Collected data entries:
*****
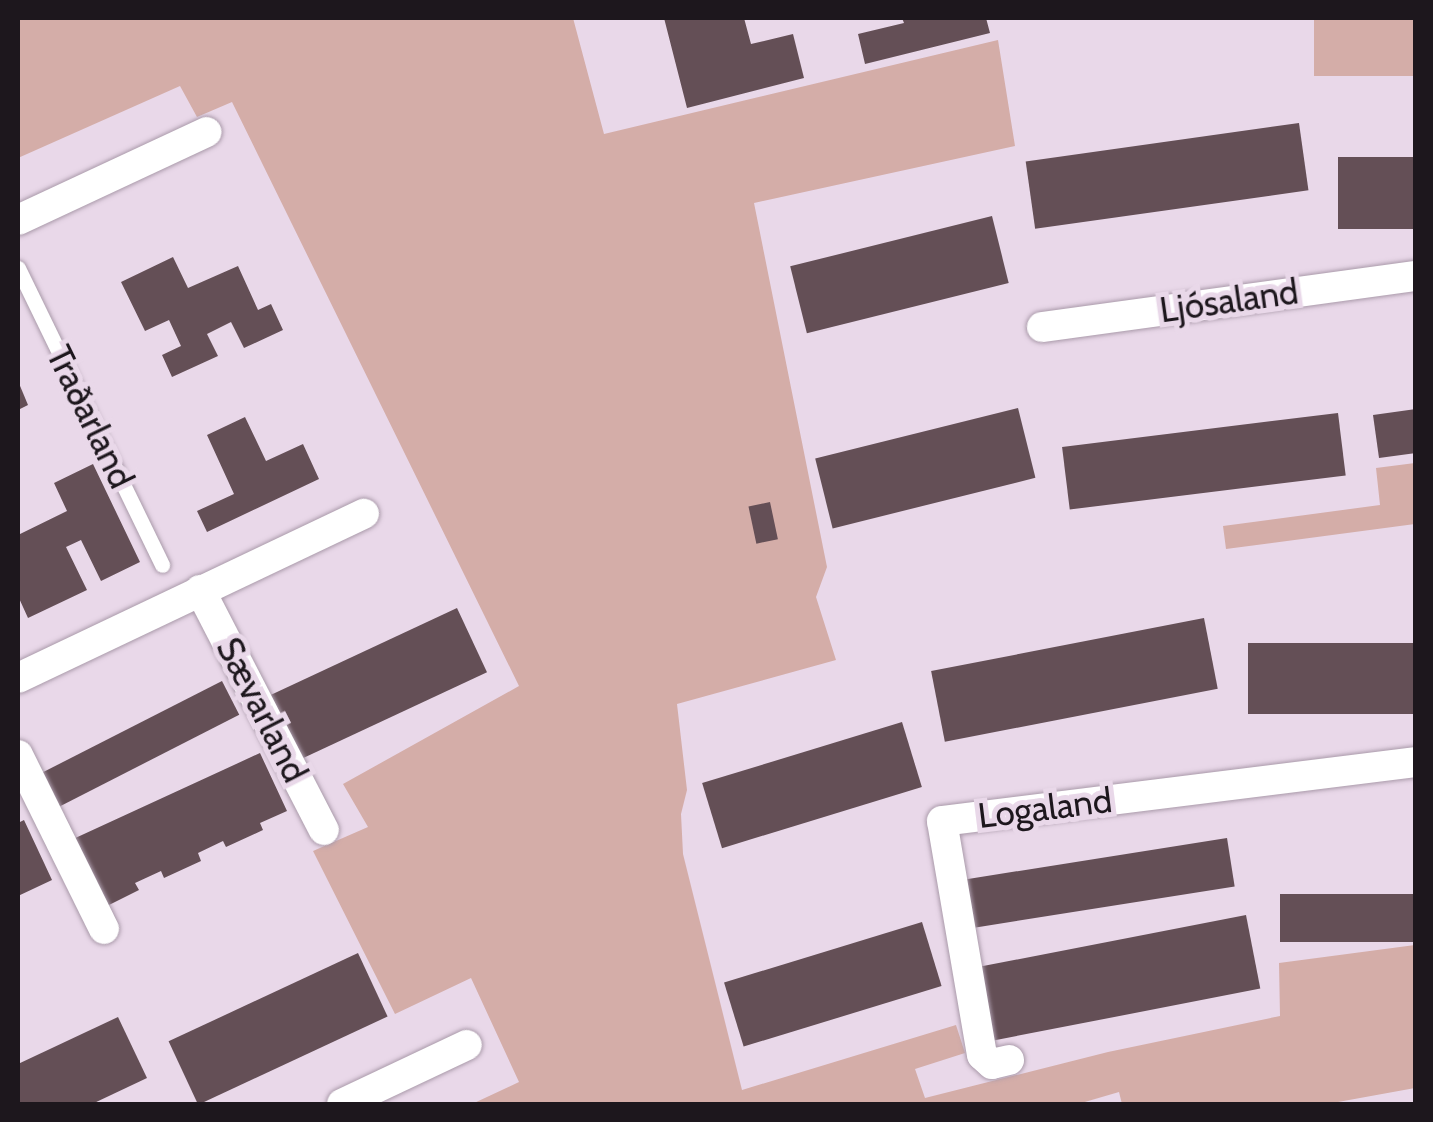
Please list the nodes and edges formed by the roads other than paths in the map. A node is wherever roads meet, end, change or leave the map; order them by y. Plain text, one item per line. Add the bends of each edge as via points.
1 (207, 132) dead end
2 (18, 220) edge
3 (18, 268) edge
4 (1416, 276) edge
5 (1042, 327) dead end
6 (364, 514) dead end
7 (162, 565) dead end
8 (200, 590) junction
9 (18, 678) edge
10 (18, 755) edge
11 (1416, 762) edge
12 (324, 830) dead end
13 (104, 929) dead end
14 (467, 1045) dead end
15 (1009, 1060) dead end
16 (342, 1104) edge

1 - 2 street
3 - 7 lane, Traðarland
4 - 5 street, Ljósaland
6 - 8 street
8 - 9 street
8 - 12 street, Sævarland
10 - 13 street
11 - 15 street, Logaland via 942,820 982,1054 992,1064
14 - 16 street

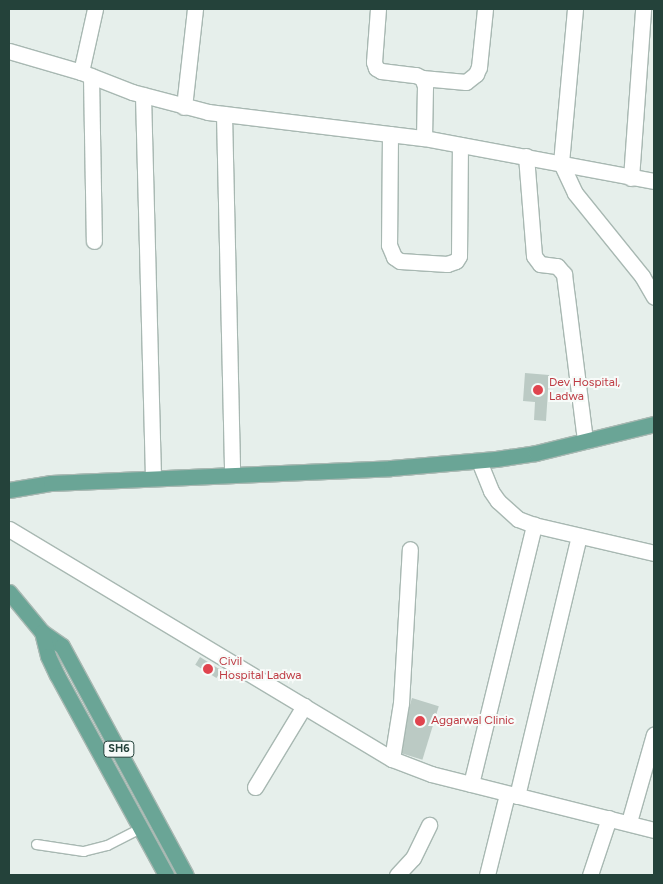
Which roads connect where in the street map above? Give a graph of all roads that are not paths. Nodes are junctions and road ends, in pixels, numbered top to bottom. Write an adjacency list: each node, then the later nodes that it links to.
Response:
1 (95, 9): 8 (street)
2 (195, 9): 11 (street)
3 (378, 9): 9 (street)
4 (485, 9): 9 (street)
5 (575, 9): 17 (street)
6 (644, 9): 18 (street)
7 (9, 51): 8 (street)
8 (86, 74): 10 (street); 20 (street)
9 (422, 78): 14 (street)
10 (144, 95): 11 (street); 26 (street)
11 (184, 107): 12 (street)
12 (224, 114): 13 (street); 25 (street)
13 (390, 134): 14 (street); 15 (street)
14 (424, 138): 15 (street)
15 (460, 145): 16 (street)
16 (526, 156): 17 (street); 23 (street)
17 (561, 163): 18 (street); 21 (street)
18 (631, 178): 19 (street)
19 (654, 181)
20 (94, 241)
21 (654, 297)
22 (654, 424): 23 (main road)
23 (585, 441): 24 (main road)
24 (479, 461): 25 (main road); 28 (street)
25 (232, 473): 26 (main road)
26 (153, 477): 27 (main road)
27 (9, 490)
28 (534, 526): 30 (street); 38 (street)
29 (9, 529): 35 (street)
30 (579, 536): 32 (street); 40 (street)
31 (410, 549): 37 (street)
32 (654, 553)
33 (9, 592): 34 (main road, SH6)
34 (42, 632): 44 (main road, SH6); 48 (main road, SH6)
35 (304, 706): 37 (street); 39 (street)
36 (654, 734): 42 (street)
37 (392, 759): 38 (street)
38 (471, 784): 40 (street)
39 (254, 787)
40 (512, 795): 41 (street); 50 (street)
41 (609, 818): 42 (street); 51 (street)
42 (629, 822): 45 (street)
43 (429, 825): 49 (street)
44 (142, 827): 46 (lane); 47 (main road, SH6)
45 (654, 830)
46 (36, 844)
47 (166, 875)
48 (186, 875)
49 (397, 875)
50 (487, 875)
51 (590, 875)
*****
__Problem to solve__.
Line by line, retype the records above exactly, minus the images.

__Answer space__.
Please list the nodes and edges formed by the roads other than paths in the map. A node is wherever roads meet, end, change or leave the map; order them by y. Plain text, one item per line. Add the bends of each edge as via points.
1 (207, 132) dead end
2 (18, 220) edge
3 (18, 268) edge
4 (1416, 276) edge
5 (1042, 327) dead end
6 (364, 514) dead end
7 (162, 565) dead end
8 (200, 590) junction
9 (18, 678) edge
10 (18, 755) edge
11 (1416, 762) edge
12 (324, 830) dead end
13 (104, 929) dead end
14 (467, 1045) dead end
15 (1009, 1060) dead end
16 (342, 1104) edge

1 - 2 street
3 - 7 lane, Traðarland
4 - 5 street, Ljósaland
6 - 8 street
8 - 9 street
8 - 12 street, Sævarland
10 - 13 street
11 - 15 street, Logaland via 942,820 982,1054 992,1064
14 - 16 street

Which roads connect where in the street map above? Give a graph of all roads that are not paths. Nodes are junctions and road ends, in pixels, numbered top to bottom. Write an adjacency list: each node, then the later nodes that it links to.
Response:
1 (95, 9): 8 (street)
2 (195, 9): 11 (street)
3 (378, 9): 9 (street)
4 (485, 9): 9 (street)
5 (575, 9): 17 (street)
6 (644, 9): 18 (street)
7 (9, 51): 8 (street)
8 (86, 74): 10 (street); 20 (street)
9 (422, 78): 14 (street)
10 (144, 95): 11 (street); 26 (street)
11 (184, 107): 12 (street)
12 (224, 114): 13 (street); 25 (street)
13 (390, 134): 14 (street); 15 (street)
14 (424, 138): 15 (street)
15 (460, 145): 16 (street)
16 (526, 156): 17 (street); 23 (street)
17 (561, 163): 18 (street); 21 (street)
18 (631, 178): 19 (street)
19 (654, 181)
20 (94, 241)
21 (654, 297)
22 (654, 424): 23 (main road)
23 (585, 441): 24 (main road)
24 (479, 461): 25 (main road); 28 (street)
25 (232, 473): 26 (main road)
26 (153, 477): 27 (main road)
27 (9, 490)
28 (534, 526): 30 (street); 38 (street)
29 (9, 529): 35 (street)
30 (579, 536): 32 (street); 40 (street)
31 (410, 549): 37 (street)
32 (654, 553)
33 (9, 592): 34 (main road, SH6)
34 (42, 632): 44 (main road, SH6); 48 (main road, SH6)
35 (304, 706): 37 (street); 39 (street)
36 (654, 734): 42 (street)
37 (392, 759): 38 (street)
38 (471, 784): 40 (street)
39 (254, 787)
40 (512, 795): 41 (street); 50 (street)
41 (609, 818): 42 (street); 51 (street)
42 (629, 822): 45 (street)
43 (429, 825): 49 (street)
44 (142, 827): 46 (lane); 47 (main road, SH6)
45 (654, 830)
46 (36, 844)
47 (166, 875)
48 (186, 875)
49 (397, 875)
50 (487, 875)
51 (590, 875)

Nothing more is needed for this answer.